WHAT YOU SHOULD DO >>
Take the line containing "Which roads connect" in the listing below and copy it, along with every line after it, without alteration.

INFORMATION GIVEN >>
▶
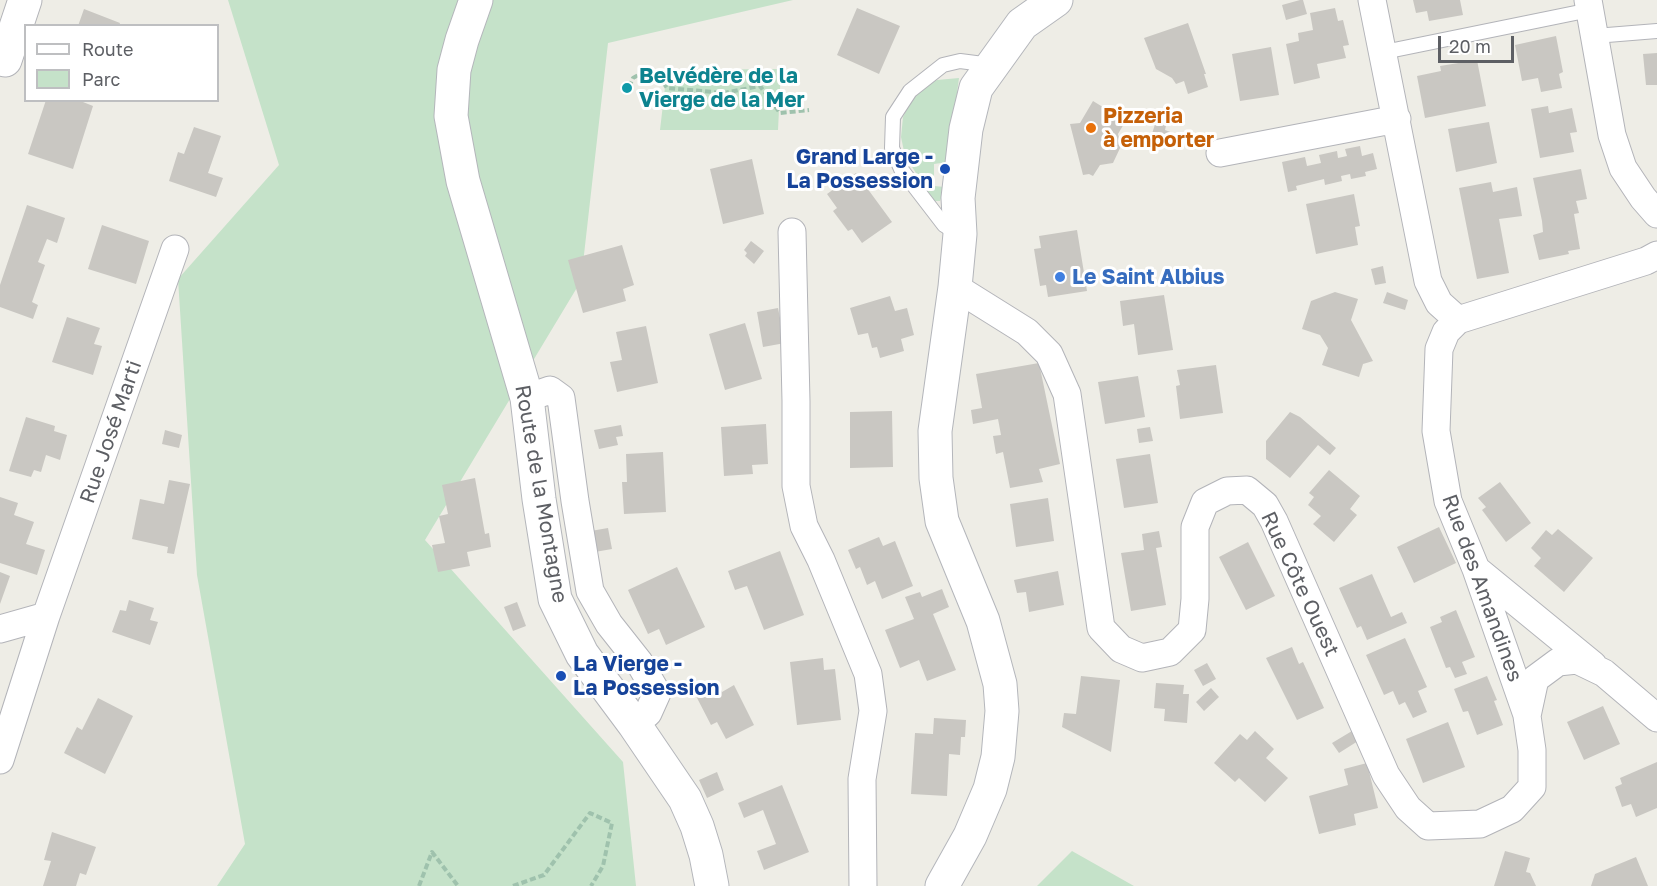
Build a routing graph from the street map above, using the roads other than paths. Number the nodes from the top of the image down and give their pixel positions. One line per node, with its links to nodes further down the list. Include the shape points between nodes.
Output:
1 (25, 0): 8 (main road)
2 (476, 0): 26 (main road, Route de la Montagne, via 454,70 451,116 463,181 527,398 555,599 582,654 685,799 700,836)
3 (1056, 0): 9 (main road, via 1022,24)
4 (1372, 0): 7 (street)
5 (1591, 15): 6 (lane); 7 (lane); 12 (street, via 1612,135 1623,168)
6 (1657, 31)
7 (1384, 52): 10 (street)
8 (2, 63)
9 (993, 66): 14 (main road, via 970,200); 14 (lane, via 960,61 943,64 910,91 893,117 892,148 901,169 944,225)
10 (1397, 119): 11 (street); 18 (street, via 1428,281 1439,303)
11 (1220, 153)
12 (1657, 214)
13 (792, 232): 27 (street, via 796,486 804,526 868,674 873,711 862,779)
14 (960, 234): 17 (main road)
15 (175, 249): 20 (street, Rue José Marti)
16 (1657, 255): 18 (street)
17 (955, 287): 23 (street, Rue Côte Ouest, via 1027,332 1048,354 1067,394 1101,628 1121,649 1142,658 1170,652 1192,630 1198,519 1205,502 1227,490 1247,490 1265,505 1274,521 1386,775 1408,808 1428,826 1480,824 1512,809 1532,786); 28 (main road, via 935,431 938,500 942,521 983,621 1000,684 1002,711 998,757 990,789)
18 (1458, 321): 19 (street, Rue des Amandines, via 1446,332 1439,349 1436,431 1448,501)
19 (1476, 569): 22 (street); 23 (street, Rue des Amandines)
20 (46, 616): 21 (street); 25 (street, Rue José Marti)
21 (0, 629)
22 (1604, 673): 23 (street, Rue Côte Ouest, via 1577,660 1558,662 1535,679); 24 (street, Rue Côte Ouest)
23 (1527, 716)
24 (1657, 718)
25 (0, 760)
26 (712, 886)
27 (863, 886)
28 (942, 886)

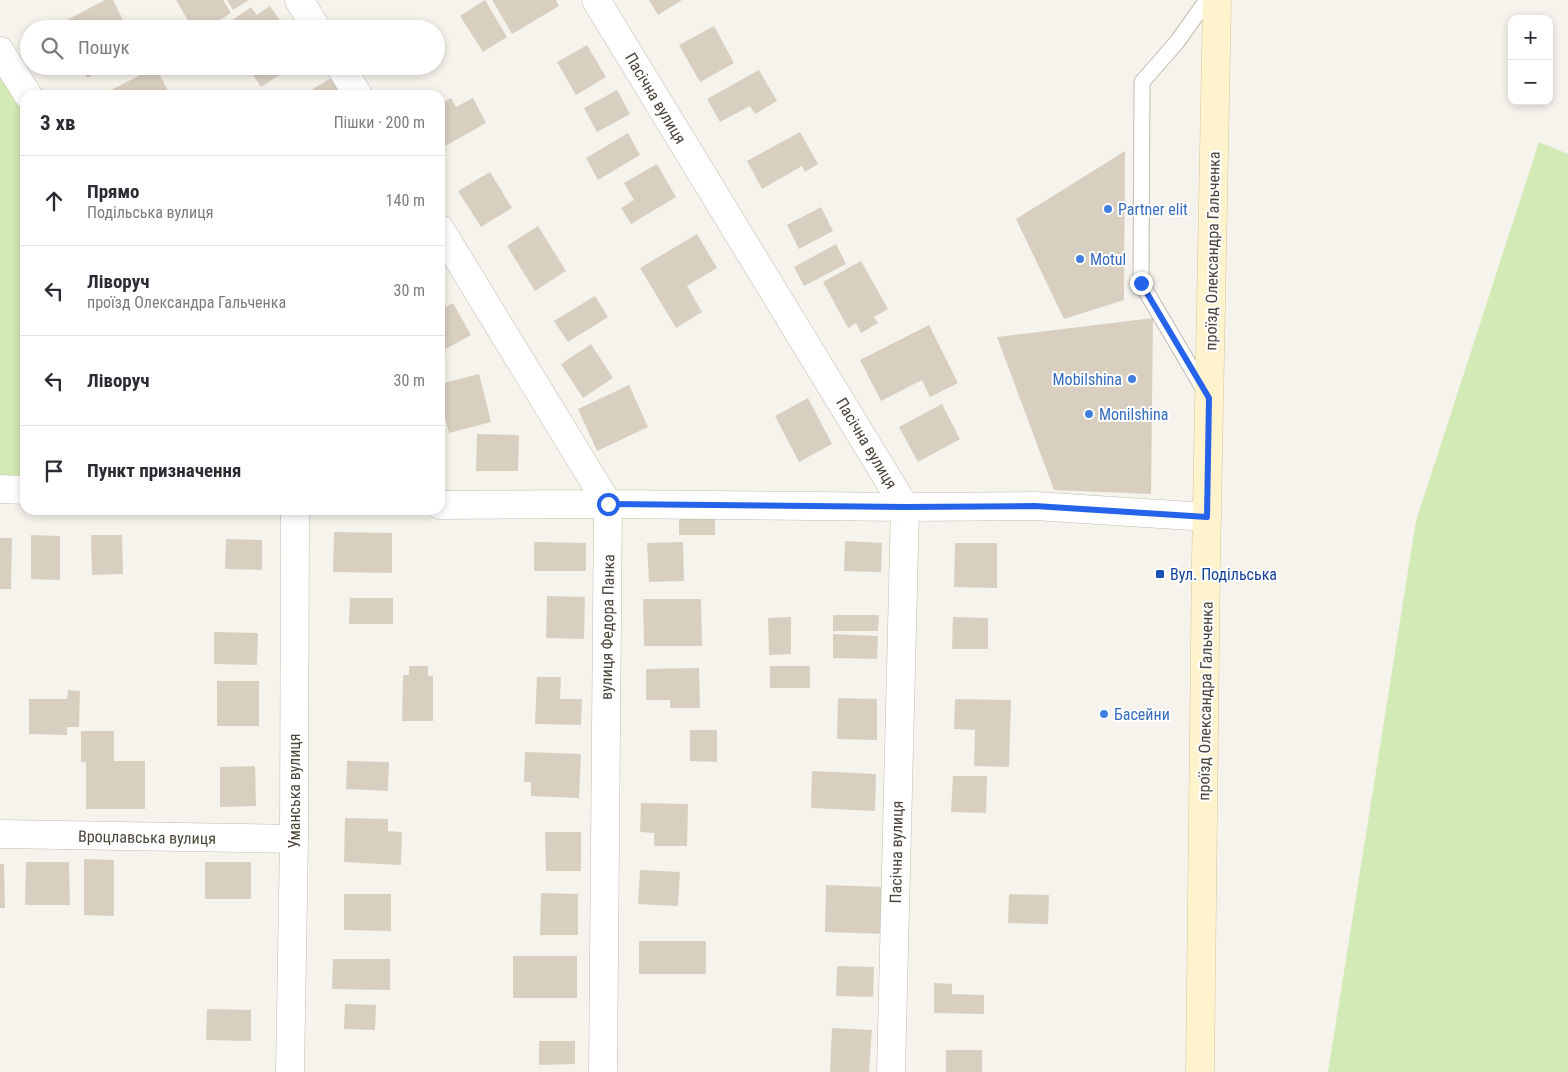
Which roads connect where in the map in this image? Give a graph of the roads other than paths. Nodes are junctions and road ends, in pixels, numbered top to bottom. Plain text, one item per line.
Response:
1 (300, 0) edge
2 (596, 0) edge
3 (1208, 0) edge
4 (1217, 0) edge
5 (312, 20) edge
6 (0, 51) edge
7 (346, 75) edge
8 (25, 90) edge
9 (355, 90) edge
10 (445, 237) edge
11 (1209, 398) junction
12 (0, 489) edge
13 (20, 490) edge
14 (608, 504) junction
15 (445, 505) edge
16 (905, 507) junction
17 (295, 515) edge
18 (1207, 517) junction
19 (0, 834) edge
20 (294, 839) junction
21 (290, 1072) edge
22 (603, 1072) edge
23 (891, 1072) edge
24 (1200, 1072) edge

1 - 5 street
2 - 16 street, Пасічна вулиця
3 - 11 lane
4 - 11 main road, проїзд Олександра Гальченка
6 - 8 street
7 - 9 street
10 - 14 street
11 - 18 main road, проїзд Олександра Гальченка
12 - 13 street
14 - 15 street
14 - 16 street
14 - 22 street, вулиця Федора Панка
16 - 18 street
16 - 23 street, Пасічна вулиця
17 - 20 street, Уманська вулиця
18 - 24 main road, проїзд Олександра Гальченка
19 - 20 street, Вроцлавська вулиця
20 - 21 street, Уманська вулиця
◀
TASK RESULT >>
Which roads connect where in the map in this image? Give a graph of the roads other than paths. Nodes are junctions and road ends, in pixels, numbered top to bottom. Plain text, one item per line.
Response:
1 (300, 0) edge
2 (596, 0) edge
3 (1208, 0) edge
4 (1217, 0) edge
5 (312, 20) edge
6 (0, 51) edge
7 (346, 75) edge
8 (25, 90) edge
9 (355, 90) edge
10 (445, 237) edge
11 (1209, 398) junction
12 (0, 489) edge
13 (20, 490) edge
14 (608, 504) junction
15 (445, 505) edge
16 (905, 507) junction
17 (295, 515) edge
18 (1207, 517) junction
19 (0, 834) edge
20 (294, 839) junction
21 (290, 1072) edge
22 (603, 1072) edge
23 (891, 1072) edge
24 (1200, 1072) edge

1 - 5 street
2 - 16 street, Пасічна вулиця
3 - 11 lane
4 - 11 main road, проїзд Олександра Гальченка
6 - 8 street
7 - 9 street
10 - 14 street
11 - 18 main road, проїзд Олександра Гальченка
12 - 13 street
14 - 15 street
14 - 16 street
14 - 22 street, вулиця Федора Панка
16 - 18 street
16 - 23 street, Пасічна вулиця
17 - 20 street, Уманська вулиця
18 - 24 main road, проїзд Олександра Гальченка
19 - 20 street, Вроцлавська вулиця
20 - 21 street, Уманська вулиця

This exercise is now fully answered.